■ WHAT YOU ARE ASKED TO DO: Please count the lines with the word "names" in the material below, then state the number by itself.

■ THE DATA:
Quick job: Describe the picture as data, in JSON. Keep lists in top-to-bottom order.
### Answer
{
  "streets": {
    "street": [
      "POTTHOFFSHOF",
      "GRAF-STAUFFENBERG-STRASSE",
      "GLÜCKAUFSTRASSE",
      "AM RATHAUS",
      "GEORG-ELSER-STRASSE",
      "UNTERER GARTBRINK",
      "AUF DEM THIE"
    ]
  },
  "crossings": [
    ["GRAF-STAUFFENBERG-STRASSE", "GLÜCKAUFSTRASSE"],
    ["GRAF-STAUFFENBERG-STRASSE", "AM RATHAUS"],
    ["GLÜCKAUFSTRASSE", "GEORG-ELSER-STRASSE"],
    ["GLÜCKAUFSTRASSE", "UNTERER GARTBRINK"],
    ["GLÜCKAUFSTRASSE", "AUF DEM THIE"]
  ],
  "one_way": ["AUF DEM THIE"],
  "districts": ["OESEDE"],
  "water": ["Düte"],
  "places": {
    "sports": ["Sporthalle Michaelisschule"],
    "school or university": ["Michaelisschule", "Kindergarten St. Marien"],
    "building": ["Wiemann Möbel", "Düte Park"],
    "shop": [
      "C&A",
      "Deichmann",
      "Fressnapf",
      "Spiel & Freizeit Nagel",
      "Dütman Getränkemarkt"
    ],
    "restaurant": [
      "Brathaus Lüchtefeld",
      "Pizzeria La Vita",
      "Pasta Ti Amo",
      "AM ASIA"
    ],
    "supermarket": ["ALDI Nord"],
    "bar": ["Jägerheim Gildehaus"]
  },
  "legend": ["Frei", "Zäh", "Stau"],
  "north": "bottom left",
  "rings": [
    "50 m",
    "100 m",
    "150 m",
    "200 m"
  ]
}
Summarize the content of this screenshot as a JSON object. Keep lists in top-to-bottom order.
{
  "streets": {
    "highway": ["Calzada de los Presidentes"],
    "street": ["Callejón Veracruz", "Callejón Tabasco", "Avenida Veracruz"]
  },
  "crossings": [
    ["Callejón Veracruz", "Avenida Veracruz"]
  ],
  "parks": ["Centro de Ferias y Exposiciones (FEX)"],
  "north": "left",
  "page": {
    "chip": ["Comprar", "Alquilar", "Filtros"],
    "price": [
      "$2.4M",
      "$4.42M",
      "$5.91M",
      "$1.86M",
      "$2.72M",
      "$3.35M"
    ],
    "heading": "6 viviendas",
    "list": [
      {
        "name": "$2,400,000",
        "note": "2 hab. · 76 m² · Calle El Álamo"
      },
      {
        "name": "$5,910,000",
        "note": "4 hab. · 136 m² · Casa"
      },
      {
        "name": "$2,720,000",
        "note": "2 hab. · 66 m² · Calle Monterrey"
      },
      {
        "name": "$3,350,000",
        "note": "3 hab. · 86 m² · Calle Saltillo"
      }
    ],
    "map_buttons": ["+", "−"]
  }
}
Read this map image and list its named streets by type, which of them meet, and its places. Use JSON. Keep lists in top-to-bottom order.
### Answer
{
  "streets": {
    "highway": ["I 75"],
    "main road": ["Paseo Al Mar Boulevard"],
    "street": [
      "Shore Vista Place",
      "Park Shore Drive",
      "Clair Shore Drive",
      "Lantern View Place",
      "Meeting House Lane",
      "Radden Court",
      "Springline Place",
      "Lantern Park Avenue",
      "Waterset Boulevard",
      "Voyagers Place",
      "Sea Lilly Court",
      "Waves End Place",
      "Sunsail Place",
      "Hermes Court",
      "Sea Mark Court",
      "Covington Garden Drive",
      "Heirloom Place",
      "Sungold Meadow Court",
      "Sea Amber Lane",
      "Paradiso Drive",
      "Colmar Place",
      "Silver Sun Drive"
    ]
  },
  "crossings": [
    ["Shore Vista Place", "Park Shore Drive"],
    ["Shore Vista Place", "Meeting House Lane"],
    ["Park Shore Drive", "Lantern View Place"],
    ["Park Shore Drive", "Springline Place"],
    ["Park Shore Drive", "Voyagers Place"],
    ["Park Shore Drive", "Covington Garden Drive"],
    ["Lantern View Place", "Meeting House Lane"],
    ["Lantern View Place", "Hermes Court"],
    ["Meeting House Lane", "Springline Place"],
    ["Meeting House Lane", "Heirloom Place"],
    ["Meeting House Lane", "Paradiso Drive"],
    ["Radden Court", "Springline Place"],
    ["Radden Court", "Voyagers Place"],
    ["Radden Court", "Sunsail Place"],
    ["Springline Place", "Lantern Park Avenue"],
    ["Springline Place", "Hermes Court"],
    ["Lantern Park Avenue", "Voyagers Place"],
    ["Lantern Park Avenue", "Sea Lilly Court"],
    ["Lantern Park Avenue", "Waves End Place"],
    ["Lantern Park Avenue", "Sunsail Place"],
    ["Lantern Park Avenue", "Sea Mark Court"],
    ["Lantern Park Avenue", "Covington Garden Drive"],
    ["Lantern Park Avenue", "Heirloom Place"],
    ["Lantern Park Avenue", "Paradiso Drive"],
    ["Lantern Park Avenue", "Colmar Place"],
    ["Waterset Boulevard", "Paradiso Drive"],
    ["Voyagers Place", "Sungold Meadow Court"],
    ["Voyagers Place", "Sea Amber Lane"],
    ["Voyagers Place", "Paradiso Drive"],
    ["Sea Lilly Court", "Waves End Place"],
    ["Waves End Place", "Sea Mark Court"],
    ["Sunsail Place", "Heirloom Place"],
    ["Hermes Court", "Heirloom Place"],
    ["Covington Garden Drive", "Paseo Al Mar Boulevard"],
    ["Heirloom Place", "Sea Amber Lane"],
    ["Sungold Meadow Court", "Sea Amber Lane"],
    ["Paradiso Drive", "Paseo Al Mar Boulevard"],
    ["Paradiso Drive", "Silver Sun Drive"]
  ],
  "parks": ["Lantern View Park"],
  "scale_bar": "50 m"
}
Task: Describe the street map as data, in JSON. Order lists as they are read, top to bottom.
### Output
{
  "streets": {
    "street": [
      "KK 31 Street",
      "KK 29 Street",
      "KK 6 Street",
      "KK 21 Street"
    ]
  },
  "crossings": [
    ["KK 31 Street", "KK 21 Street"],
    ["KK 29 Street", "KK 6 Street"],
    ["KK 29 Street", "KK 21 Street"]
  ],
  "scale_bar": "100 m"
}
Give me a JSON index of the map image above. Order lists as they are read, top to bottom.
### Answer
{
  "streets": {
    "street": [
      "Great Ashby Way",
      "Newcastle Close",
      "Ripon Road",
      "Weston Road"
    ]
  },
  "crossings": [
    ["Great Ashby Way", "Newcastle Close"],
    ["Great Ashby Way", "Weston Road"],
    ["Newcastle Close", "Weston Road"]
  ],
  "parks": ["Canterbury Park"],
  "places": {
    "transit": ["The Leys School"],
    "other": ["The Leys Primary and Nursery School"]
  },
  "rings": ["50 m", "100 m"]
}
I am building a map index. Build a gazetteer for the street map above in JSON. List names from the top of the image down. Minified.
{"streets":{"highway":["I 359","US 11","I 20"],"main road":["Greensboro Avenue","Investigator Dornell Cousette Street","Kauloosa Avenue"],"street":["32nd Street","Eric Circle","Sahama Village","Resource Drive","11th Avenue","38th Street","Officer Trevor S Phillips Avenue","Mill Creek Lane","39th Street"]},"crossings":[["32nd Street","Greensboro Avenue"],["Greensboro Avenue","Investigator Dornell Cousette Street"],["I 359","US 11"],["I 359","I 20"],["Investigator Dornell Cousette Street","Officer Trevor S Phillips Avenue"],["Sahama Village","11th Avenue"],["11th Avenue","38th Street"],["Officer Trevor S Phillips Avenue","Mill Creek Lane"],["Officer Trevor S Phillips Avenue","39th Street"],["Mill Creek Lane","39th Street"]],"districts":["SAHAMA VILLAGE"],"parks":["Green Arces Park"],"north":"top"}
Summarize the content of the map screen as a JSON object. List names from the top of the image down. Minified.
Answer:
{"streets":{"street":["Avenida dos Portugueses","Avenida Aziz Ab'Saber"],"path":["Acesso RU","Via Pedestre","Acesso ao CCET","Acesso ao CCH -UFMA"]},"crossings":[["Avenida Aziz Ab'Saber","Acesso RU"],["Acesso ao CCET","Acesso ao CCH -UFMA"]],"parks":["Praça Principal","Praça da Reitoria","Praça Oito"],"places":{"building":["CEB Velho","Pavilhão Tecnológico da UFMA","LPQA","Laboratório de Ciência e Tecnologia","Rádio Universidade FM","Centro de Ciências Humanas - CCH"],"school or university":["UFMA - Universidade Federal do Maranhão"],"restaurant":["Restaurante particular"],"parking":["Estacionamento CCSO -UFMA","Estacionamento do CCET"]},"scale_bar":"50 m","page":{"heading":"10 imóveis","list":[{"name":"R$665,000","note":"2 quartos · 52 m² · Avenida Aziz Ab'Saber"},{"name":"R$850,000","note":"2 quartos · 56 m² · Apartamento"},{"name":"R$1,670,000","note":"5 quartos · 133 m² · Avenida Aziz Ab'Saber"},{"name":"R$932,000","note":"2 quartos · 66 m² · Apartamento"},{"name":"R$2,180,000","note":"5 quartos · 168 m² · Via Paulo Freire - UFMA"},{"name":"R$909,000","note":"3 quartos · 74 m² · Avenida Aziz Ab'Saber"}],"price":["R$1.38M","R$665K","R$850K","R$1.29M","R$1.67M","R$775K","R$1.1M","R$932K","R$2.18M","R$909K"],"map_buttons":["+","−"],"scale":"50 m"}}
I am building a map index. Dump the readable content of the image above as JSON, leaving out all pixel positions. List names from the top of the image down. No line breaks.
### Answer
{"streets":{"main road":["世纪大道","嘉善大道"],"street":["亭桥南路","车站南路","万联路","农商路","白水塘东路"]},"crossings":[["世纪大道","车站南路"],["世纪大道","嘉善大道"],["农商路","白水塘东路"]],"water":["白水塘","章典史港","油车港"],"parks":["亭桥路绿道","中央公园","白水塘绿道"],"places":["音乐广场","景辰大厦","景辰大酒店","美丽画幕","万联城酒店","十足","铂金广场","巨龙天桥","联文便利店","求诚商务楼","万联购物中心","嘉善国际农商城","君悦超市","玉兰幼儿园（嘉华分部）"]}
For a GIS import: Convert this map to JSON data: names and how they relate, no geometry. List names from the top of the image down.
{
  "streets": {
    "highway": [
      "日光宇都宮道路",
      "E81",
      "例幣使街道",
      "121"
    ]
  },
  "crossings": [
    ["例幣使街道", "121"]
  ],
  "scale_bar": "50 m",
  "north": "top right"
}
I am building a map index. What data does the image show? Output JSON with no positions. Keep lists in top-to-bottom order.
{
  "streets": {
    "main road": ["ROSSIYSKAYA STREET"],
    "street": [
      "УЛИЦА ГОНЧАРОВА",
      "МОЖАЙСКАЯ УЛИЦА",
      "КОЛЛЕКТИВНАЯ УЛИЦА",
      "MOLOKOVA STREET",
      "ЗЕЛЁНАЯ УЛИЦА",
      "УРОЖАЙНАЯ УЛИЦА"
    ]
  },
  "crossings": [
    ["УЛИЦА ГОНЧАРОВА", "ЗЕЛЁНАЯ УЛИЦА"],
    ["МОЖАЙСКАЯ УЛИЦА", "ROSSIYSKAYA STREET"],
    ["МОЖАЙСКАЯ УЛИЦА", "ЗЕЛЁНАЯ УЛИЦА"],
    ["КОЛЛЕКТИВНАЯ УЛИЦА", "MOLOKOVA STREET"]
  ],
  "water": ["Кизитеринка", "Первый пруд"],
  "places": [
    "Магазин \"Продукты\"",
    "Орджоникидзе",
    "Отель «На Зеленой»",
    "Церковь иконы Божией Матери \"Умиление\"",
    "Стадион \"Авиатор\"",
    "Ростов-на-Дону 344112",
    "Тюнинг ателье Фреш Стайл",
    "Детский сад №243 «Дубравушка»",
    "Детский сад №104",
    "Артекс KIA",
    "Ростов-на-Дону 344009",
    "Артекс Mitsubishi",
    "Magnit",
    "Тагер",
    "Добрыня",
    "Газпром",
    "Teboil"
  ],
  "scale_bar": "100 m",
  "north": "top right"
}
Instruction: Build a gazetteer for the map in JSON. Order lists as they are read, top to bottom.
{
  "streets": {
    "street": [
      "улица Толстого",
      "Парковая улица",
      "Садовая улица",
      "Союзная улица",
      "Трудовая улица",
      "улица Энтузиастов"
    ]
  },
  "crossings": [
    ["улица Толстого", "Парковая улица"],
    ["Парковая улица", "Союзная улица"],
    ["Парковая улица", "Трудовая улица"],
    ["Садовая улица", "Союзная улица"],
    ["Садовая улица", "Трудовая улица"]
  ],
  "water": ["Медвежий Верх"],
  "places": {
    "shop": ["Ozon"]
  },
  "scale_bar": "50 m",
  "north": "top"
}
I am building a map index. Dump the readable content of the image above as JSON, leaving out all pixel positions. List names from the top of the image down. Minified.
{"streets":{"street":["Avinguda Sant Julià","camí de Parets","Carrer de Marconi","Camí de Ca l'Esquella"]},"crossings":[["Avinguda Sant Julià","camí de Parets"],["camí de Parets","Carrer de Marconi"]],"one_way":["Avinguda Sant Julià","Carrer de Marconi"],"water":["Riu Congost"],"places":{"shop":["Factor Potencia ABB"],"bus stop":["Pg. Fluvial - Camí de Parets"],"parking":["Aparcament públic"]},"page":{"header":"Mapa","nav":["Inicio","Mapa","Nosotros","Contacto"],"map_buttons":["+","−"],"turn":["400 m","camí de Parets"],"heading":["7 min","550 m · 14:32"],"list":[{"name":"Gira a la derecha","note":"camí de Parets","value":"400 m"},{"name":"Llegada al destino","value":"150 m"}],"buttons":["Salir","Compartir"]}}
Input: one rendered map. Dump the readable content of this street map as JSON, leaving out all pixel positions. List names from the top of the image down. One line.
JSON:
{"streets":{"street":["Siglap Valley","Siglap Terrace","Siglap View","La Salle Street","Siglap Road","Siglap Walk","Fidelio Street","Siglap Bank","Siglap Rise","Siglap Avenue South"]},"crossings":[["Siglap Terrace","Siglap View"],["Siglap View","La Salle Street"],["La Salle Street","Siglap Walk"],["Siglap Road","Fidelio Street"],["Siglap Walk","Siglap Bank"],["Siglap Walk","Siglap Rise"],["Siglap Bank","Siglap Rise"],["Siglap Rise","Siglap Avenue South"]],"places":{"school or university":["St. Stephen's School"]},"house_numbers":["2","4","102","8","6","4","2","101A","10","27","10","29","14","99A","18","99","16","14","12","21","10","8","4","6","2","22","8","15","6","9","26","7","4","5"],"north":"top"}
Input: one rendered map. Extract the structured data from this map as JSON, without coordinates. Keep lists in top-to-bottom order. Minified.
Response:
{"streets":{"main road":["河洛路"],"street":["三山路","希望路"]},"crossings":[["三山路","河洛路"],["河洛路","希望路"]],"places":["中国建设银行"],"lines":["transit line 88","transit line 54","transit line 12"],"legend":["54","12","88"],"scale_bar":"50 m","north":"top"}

■ RESPONSE TO THE EXERCISE: 6